A wonky look at the concept of swearwords, and how we cover them up. OR: Fun with bleeps; I read the Naughty News; and I look a little closer at the word 'cuck'.
I love the idea of there being words that we don’t say. Bad words. I’m not talking about racial slurs, or offensive terms for groups of people, because those are words that are born out of oppression and fuckery and things like that.
I mean swearwords. Like, fuck, for example. I love it. It’s one of my favourite words. But even so, I don’t say it in front of my mum, because it’s a bad word, and I don’t want a clip across the ear. I remember once a place I was working asked me to stop swearing in the office, in case there were clients listening, and it offended them.
Why? I said, Do they not know those words?
Yeah, they do, but you shouldn’t use them in the office. It’s not professional behaviour.
Ah ha! I said, seeing the flaw in his logic, Everything I do is professional behaviour, for I am a professional, and it is me what is doing it.
To which he replied, not any more, you’re not. Get your stuff and fuck off.
Not the worst firing I’ve had, to be honest. And I consoled myself in the knowledge that on the way out, I’d grabbed a box of sharpies and three packs of post-it notes. Victory was mine. Ish.
I remember the first bad word I used. It was at my brother, because of course it was. He’d probably annoyed me by doing something childish. Which was normal, to be honest, since we were both children.
I could feel all this frustration building up inside me, and there was no way I could express it at him without calling him the worst word I knew. The feeling of relief and shock as it left my mouth was immense, and quite exciting.
Of course, then his eyes got really big and he did that gleeful younger brother thing of shouting “MUUUUUUUM! Scott just called me a pig!” and I got shouted at and sent to my room.
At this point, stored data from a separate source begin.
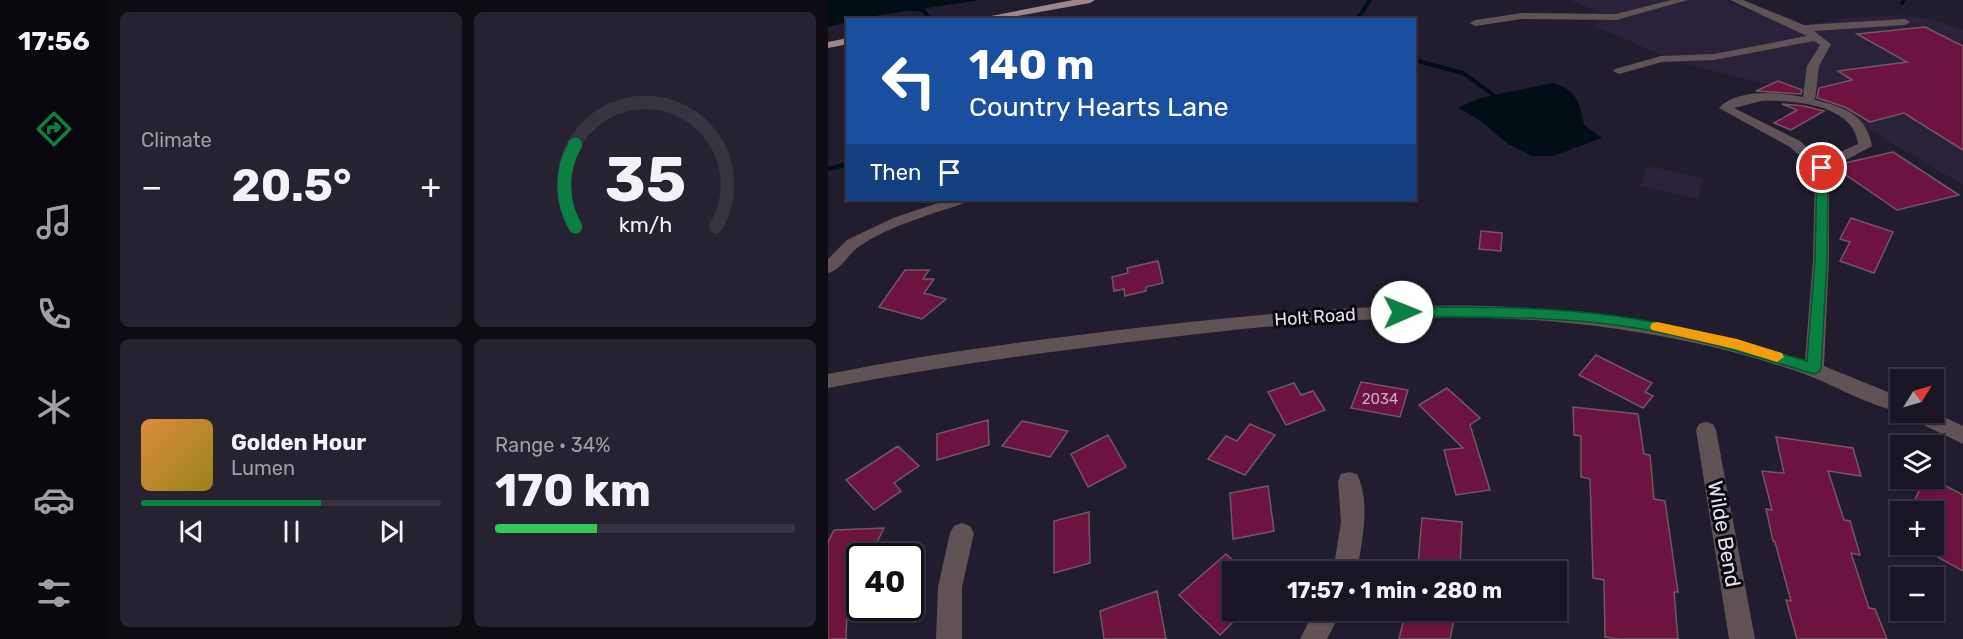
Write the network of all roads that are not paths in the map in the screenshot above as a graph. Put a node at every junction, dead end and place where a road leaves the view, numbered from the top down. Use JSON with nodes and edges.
{"nodes":[{"id":1,"x":1090,"y":0,"type":"edge"},
{"id":2,"x":1683,"y":0,"type":"edge"},
{"id":3,"x":1734,"y":0,"type":"edge"},
{"id":4,"x":1067,"y":2,"type":"edge"},
{"id":5,"x":985,"y":18,"type":"edge"},
{"id":6,"x":1905,"y":22,"type":"dead end"},
{"id":7,"x":1475,"y":23,"type":"dead end"},
{"id":8,"x":1803,"y":28,"type":"junction"},
{"id":9,"x":1818,"y":37,"type":"junction"},
{"id":10,"x":846,"y":41,"type":"edge"},
{"id":11,"x":828,"y":45,"type":"edge"},
{"id":12,"x":1619,"y":71,"type":"dead end"},
{"id":13,"x":1809,"y":101,"type":"junction"},
{"id":14,"x":1822,"y":168,"type":"junction"},
{"id":15,"x":957,"y":201,"type":"edge"},
{"id":16,"x":828,"y":268,"type":"edge"},
{"id":17,"x":1814,"y":368,"type":"junction"},
{"id":18,"x":828,"y":381,"type":"edge"},
{"id":19,"x":1890,"y":401,"type":"edge"},
{"id":20,"x":1938,"y":423,"type":"edge"},
{"id":21,"x":1706,"y":430,"type":"dead end"},
{"id":22,"x":1963,"y":436,"type":"edge"},
{"id":23,"x":1348,"y":481,"type":"dead end"},
{"id":24,"x":962,"y":533,"type":"dead end"},
{"id":25,"x":1347,"y":561,"type":"edge"},
{"id":26,"x":1323,"y":621,"type":"edge"},
{"id":27,"x":949,"y":639,"type":"edge"},
{"id":28,"x":1312,"y":639,"type":"edge"},
{"id":29,"x":1742,"y":639,"type":"edge"}],
"edges":[{"from":1,"to":4,"type":"main road"},
{"from":2,"to":7,"type":"street"},
{"from":3,"to":8,"type":"street"},
{"from":4,"to":5,"type":"main road"},
{"from":6,"to":8,"type":"street"},
{"from":8,"to":9,"type":"street"},
{"from":9,"to":12,"type":"street"},
{"from":9,"to":13,"type":"street"},
{"from":10,"to":11,"type":"main road"},
{"from":13,"to":14,"type":"street"},
{"from":13,"to":14,"type":"street"},
{"from":14,"to":17,"type":"street"},
{"from":15,"to":16,"type":"street"},
{"from":17,"to":18,"type":"street","name":"Holt Road"},
{"from":17,"to":19,"type":"street","name":"Holt Road"},
{"from":20,"to":22,"type":"street"},
{"from":21,"to":29,"type":"street","name":"Wilde Bend"},
{"from":23,"to":25,"type":"street"},
{"from":24,"to":27,"type":"street"},
{"from":26,"to":28,"type":"street"}]}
We were a very polite family, rude words weren’t really allowed. At least, not when I was younger.
As my brother grew up, my parents were a lot less strict with him. It’s the kind of mindset that parents get when they realise that, despite their best efforts, their first child is, to be honest, a bit of a dick and if strict rules didn’t work on him, there’s no much point bothering to enforce them on the next one.
But anyway. Upsetting my mum aside, we don’t say words like fuck because they’re impolite, somehow, as if fucking is worse than shagging, or boning. But they all mean the same thing.
A phrase like ‘go forth and multiply’ is acceptable, weirdly, in polite conversation, but saying ‘fuck off’ would not be, despite both meaning the same thing.
“Yerronour, the defendant then advised that my client should attempt to forcibly insert the contract into his rectum.”
“No yerronor, I said he could stick it up his arse.”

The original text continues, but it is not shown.